ASSIGNMENT: Search the data for "roads". Return each matching line.

***** DATASET ENTRIES *****

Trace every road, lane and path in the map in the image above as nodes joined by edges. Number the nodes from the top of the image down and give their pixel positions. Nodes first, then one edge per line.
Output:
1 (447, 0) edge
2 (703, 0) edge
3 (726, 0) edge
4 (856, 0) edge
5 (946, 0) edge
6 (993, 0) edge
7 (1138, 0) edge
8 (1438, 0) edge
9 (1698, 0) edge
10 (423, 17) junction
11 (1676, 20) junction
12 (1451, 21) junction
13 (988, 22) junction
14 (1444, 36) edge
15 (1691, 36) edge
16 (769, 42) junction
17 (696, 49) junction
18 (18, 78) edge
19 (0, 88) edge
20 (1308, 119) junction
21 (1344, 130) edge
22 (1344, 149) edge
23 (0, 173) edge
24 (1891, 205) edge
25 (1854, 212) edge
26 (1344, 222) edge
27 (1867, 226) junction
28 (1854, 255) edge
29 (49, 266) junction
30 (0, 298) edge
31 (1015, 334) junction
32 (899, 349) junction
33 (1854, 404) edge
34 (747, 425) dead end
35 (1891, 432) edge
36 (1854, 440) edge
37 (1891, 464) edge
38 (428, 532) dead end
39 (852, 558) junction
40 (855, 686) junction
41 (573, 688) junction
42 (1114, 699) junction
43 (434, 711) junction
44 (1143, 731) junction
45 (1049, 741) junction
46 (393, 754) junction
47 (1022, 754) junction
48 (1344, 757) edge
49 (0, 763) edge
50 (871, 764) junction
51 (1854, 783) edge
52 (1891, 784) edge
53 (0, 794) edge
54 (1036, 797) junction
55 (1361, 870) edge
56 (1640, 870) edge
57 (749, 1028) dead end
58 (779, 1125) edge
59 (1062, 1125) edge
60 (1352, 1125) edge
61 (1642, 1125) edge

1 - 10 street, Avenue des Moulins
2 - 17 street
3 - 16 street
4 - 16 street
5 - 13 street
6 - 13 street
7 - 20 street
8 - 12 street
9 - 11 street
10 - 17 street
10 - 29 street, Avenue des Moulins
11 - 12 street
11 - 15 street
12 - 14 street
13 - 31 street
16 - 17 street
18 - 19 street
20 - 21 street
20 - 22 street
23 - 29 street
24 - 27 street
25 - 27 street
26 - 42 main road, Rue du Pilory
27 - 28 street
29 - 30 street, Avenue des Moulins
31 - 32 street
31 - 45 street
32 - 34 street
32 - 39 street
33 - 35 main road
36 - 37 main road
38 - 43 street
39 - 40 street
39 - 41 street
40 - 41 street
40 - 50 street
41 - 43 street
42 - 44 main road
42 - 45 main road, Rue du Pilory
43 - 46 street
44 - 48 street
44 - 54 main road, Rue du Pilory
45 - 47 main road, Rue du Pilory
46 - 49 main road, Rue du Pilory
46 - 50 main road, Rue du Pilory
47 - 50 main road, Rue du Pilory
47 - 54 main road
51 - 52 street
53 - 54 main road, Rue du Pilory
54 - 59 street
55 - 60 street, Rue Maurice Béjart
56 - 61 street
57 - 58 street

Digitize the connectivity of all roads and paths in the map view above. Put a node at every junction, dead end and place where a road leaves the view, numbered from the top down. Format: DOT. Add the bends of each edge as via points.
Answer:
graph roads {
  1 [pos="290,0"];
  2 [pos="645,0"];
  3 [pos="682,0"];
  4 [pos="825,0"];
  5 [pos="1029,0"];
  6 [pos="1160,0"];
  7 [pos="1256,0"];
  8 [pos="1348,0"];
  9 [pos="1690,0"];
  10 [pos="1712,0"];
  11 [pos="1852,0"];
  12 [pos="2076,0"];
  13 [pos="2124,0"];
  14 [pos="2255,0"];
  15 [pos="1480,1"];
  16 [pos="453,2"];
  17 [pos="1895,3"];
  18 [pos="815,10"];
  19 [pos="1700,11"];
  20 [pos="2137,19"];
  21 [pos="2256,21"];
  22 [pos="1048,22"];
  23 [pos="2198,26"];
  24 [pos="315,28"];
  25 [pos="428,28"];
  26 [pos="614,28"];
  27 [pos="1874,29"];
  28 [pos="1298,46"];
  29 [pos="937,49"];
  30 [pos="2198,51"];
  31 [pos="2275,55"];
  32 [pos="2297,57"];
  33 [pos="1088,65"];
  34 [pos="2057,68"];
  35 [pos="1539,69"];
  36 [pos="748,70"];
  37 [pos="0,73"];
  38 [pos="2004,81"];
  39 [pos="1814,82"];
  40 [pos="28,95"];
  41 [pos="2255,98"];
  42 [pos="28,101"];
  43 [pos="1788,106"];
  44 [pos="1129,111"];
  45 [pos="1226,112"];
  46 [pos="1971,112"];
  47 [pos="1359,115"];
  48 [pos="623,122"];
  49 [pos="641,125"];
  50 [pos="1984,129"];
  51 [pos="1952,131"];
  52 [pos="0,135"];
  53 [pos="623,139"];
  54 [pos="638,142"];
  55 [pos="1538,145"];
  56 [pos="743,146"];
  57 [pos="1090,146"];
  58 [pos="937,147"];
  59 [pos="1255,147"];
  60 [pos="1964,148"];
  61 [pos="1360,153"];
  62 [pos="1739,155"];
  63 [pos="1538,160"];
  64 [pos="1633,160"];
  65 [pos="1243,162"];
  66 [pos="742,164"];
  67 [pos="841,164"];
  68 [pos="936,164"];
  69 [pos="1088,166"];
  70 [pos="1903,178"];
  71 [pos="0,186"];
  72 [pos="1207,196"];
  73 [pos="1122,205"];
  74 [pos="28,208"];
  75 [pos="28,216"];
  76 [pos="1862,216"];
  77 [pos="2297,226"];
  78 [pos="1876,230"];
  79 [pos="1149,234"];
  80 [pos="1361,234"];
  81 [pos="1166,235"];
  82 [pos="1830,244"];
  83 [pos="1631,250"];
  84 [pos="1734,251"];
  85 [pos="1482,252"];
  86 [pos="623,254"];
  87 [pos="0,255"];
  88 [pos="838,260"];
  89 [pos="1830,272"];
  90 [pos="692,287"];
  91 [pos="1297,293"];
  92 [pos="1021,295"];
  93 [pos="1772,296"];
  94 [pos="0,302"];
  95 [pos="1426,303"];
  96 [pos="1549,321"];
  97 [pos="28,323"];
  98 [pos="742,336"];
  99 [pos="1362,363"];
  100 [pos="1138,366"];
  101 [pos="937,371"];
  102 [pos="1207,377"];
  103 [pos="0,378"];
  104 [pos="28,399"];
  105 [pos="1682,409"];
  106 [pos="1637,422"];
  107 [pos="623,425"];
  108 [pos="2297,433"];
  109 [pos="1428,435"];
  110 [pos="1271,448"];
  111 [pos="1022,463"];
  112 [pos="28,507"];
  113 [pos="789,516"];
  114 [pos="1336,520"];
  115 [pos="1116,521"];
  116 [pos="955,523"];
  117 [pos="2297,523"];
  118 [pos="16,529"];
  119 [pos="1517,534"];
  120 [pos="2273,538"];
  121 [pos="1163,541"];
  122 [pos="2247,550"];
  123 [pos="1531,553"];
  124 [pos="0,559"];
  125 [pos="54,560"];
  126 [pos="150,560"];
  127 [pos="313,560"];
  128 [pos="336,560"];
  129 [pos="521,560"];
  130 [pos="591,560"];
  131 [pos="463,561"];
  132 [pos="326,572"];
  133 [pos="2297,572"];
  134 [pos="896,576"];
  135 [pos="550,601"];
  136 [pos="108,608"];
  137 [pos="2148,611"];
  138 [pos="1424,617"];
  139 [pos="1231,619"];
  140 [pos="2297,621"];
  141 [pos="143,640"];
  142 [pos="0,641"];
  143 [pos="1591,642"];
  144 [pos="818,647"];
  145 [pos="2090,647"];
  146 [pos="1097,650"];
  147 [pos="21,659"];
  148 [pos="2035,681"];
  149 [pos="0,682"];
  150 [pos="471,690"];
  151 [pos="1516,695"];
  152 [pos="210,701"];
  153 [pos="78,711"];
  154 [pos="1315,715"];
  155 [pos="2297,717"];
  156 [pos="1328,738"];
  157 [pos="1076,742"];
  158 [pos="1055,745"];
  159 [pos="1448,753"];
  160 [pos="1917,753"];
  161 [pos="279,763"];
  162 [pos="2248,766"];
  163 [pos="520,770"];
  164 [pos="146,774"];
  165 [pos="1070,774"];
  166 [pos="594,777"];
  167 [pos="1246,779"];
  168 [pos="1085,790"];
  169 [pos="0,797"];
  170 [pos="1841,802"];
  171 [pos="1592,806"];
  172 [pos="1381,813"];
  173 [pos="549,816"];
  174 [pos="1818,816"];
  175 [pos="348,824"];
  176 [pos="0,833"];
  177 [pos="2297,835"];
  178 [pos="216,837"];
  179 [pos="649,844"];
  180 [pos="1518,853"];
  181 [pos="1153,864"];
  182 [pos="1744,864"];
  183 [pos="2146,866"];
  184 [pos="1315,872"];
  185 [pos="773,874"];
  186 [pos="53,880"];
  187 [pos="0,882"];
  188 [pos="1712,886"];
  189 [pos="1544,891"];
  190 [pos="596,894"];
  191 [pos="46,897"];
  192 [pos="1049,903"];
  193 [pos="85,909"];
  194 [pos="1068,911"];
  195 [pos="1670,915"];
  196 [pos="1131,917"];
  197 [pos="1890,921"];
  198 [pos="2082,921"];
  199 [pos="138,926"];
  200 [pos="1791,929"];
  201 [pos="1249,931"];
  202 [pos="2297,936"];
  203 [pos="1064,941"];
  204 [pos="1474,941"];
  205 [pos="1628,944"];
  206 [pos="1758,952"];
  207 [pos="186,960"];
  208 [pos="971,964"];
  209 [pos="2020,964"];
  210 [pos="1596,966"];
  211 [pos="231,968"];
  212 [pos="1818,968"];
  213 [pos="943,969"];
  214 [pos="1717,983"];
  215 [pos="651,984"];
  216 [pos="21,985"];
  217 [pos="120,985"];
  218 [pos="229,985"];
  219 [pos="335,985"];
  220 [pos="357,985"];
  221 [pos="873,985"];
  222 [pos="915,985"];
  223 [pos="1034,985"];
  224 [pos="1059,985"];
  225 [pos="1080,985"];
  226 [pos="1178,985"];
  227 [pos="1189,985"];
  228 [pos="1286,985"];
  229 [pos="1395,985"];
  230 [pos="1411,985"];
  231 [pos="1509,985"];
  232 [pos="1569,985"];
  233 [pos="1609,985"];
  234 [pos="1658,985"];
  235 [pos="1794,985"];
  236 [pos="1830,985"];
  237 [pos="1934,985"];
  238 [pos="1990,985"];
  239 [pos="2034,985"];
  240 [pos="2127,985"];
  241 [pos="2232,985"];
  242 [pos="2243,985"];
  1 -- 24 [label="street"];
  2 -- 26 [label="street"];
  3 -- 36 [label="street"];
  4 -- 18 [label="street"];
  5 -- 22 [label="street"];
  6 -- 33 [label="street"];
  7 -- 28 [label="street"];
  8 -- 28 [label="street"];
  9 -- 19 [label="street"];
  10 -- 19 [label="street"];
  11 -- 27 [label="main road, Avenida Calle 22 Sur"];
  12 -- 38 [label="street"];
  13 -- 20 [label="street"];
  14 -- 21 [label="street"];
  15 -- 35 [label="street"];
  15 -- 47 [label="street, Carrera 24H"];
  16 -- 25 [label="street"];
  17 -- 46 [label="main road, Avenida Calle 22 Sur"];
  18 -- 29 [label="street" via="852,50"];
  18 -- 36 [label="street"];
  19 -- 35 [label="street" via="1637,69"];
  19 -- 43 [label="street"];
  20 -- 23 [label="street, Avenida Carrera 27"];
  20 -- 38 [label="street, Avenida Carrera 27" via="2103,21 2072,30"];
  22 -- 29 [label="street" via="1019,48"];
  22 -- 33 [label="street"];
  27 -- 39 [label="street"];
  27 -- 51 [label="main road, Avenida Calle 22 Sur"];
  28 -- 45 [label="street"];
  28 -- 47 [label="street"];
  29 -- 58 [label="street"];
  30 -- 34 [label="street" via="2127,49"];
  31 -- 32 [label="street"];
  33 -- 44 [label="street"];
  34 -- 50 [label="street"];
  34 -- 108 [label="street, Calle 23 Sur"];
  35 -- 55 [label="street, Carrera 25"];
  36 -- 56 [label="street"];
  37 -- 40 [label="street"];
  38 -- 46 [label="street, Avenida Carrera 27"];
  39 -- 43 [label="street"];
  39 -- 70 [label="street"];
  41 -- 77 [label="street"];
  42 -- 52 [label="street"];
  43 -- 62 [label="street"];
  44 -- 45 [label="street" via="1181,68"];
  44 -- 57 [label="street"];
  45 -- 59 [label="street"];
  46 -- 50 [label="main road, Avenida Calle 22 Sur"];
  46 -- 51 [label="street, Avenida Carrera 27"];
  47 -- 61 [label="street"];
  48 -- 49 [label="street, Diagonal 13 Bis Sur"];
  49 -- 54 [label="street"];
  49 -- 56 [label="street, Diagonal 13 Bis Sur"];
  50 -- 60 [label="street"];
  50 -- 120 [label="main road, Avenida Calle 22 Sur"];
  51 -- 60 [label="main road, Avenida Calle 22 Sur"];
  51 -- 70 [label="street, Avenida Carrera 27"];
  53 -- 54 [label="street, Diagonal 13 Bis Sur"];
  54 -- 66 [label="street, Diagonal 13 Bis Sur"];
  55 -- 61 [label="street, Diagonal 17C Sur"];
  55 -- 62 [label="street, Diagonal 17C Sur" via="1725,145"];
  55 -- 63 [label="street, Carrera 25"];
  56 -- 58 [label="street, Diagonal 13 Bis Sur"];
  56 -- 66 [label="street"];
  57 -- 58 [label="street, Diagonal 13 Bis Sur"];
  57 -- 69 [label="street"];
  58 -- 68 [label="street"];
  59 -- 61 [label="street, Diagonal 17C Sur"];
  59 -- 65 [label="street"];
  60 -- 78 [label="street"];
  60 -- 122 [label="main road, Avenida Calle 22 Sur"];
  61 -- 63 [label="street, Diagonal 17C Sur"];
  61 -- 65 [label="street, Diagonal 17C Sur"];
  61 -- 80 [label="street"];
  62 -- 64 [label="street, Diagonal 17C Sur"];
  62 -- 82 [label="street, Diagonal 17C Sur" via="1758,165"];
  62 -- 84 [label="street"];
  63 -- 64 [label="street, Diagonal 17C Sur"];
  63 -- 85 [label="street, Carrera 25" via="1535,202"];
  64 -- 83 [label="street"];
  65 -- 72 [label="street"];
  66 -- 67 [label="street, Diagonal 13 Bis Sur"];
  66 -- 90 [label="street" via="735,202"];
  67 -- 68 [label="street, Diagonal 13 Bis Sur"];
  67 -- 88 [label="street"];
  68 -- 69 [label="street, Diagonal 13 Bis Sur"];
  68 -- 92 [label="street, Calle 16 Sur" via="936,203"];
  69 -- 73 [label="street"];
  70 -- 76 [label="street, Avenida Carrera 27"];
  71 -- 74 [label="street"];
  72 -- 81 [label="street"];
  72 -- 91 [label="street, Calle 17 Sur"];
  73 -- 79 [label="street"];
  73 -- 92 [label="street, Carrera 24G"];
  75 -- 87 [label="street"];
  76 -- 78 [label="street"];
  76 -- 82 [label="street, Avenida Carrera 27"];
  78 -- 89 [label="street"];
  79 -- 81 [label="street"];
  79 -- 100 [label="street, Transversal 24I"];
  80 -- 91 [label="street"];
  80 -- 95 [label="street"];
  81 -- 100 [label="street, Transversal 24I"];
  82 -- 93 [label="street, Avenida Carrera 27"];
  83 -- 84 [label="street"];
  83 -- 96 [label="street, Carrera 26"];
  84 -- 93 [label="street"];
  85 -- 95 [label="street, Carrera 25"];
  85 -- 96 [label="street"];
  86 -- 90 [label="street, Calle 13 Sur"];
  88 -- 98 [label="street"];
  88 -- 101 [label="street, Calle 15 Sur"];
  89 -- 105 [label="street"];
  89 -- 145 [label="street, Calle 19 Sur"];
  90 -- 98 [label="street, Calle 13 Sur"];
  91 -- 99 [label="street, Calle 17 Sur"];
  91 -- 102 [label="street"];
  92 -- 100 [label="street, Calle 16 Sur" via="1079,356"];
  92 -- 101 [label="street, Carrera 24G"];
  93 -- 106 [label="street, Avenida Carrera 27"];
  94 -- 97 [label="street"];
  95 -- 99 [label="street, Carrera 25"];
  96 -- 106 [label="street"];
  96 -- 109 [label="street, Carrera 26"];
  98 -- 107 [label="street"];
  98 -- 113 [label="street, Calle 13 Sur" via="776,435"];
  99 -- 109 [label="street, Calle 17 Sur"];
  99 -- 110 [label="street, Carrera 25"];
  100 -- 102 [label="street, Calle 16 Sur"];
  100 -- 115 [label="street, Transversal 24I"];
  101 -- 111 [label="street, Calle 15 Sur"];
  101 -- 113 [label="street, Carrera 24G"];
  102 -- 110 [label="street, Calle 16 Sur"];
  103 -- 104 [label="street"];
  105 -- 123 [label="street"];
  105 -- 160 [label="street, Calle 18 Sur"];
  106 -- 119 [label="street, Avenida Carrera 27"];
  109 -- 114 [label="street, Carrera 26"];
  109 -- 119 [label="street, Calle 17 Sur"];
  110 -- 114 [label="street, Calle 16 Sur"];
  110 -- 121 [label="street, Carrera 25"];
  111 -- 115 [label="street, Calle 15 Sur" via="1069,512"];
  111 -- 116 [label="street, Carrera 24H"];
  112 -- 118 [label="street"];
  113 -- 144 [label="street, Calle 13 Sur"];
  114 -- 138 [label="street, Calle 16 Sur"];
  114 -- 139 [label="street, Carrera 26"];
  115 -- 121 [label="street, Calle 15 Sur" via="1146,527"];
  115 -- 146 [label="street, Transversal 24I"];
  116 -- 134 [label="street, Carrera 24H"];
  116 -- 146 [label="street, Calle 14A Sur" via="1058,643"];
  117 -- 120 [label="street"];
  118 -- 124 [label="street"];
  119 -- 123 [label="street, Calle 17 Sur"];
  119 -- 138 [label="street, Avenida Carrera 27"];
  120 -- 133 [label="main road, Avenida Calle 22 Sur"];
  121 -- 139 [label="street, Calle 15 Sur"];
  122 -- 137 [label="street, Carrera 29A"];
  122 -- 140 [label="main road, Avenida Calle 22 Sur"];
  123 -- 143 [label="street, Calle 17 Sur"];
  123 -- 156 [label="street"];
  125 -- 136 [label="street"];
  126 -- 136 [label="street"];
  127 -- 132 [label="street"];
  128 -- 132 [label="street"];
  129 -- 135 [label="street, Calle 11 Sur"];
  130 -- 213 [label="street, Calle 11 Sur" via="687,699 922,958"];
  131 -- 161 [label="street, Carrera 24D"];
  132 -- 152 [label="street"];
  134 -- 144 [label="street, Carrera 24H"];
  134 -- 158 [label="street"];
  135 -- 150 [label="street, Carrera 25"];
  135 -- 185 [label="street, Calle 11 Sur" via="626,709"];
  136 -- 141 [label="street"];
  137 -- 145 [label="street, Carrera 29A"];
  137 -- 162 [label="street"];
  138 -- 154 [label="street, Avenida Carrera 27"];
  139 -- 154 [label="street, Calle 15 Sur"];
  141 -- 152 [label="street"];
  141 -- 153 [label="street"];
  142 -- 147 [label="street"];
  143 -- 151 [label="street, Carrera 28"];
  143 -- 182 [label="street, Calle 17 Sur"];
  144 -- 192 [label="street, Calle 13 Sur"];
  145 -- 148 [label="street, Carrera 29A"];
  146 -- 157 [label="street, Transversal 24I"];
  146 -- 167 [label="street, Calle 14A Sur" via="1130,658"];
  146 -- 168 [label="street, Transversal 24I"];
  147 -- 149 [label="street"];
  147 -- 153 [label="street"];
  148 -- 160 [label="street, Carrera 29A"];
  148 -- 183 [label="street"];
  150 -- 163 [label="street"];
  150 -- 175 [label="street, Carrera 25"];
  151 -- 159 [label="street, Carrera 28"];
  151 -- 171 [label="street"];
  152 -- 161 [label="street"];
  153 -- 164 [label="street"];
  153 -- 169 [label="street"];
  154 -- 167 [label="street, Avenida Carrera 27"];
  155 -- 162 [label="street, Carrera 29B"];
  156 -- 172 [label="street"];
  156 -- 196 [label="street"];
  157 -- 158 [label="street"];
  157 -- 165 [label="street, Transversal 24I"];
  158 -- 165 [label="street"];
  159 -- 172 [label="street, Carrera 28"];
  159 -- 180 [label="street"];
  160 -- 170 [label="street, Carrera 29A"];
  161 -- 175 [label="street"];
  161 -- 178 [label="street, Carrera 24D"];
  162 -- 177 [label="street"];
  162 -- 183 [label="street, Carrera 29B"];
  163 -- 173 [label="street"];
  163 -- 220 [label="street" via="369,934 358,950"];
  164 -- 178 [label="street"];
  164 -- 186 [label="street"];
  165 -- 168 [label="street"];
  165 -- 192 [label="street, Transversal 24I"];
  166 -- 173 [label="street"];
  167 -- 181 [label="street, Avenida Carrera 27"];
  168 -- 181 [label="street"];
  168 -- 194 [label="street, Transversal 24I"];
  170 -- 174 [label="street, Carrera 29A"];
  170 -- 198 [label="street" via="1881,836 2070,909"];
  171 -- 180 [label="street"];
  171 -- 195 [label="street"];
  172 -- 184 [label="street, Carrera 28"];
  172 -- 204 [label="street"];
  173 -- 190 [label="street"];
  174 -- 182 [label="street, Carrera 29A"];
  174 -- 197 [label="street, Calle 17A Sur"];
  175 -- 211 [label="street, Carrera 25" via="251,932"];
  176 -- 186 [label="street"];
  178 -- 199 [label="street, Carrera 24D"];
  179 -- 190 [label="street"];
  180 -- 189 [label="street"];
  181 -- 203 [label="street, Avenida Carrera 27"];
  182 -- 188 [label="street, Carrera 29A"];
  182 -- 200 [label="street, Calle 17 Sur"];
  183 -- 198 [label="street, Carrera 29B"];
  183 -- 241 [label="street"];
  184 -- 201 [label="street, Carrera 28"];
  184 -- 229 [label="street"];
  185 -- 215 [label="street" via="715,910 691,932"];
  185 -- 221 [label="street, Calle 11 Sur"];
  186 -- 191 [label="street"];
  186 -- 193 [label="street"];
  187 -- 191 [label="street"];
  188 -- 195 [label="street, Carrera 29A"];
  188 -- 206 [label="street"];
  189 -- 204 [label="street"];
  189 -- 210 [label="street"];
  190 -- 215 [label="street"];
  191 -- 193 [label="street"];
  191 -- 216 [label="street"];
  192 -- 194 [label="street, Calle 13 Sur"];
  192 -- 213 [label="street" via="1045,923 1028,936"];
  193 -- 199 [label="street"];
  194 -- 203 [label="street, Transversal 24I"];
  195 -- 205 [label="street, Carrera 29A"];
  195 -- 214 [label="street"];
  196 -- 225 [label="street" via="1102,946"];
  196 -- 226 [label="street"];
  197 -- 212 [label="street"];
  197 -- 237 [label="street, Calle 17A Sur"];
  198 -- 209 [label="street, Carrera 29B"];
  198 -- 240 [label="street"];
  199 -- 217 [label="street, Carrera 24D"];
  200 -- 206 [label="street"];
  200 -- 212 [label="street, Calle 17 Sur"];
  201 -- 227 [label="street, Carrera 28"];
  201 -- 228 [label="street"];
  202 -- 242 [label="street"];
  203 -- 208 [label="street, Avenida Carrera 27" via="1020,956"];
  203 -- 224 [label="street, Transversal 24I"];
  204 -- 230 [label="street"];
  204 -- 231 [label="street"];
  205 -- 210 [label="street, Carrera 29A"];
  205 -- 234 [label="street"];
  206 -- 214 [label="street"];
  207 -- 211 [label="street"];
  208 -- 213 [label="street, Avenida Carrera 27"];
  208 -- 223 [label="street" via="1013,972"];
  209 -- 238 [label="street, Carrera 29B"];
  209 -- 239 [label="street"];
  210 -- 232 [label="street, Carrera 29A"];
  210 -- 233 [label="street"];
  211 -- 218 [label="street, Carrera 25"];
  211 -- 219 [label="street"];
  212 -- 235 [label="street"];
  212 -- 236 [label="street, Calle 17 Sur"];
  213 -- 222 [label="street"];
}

*****

RESPONSE BOX:
Digitize the connectivity of all roads and paths in the map view above. Put a node at every junction, dead end and place where a road leaves the view, numbered from the top down. Format: DOT. Add the bends of each edge as via points.
graph roads {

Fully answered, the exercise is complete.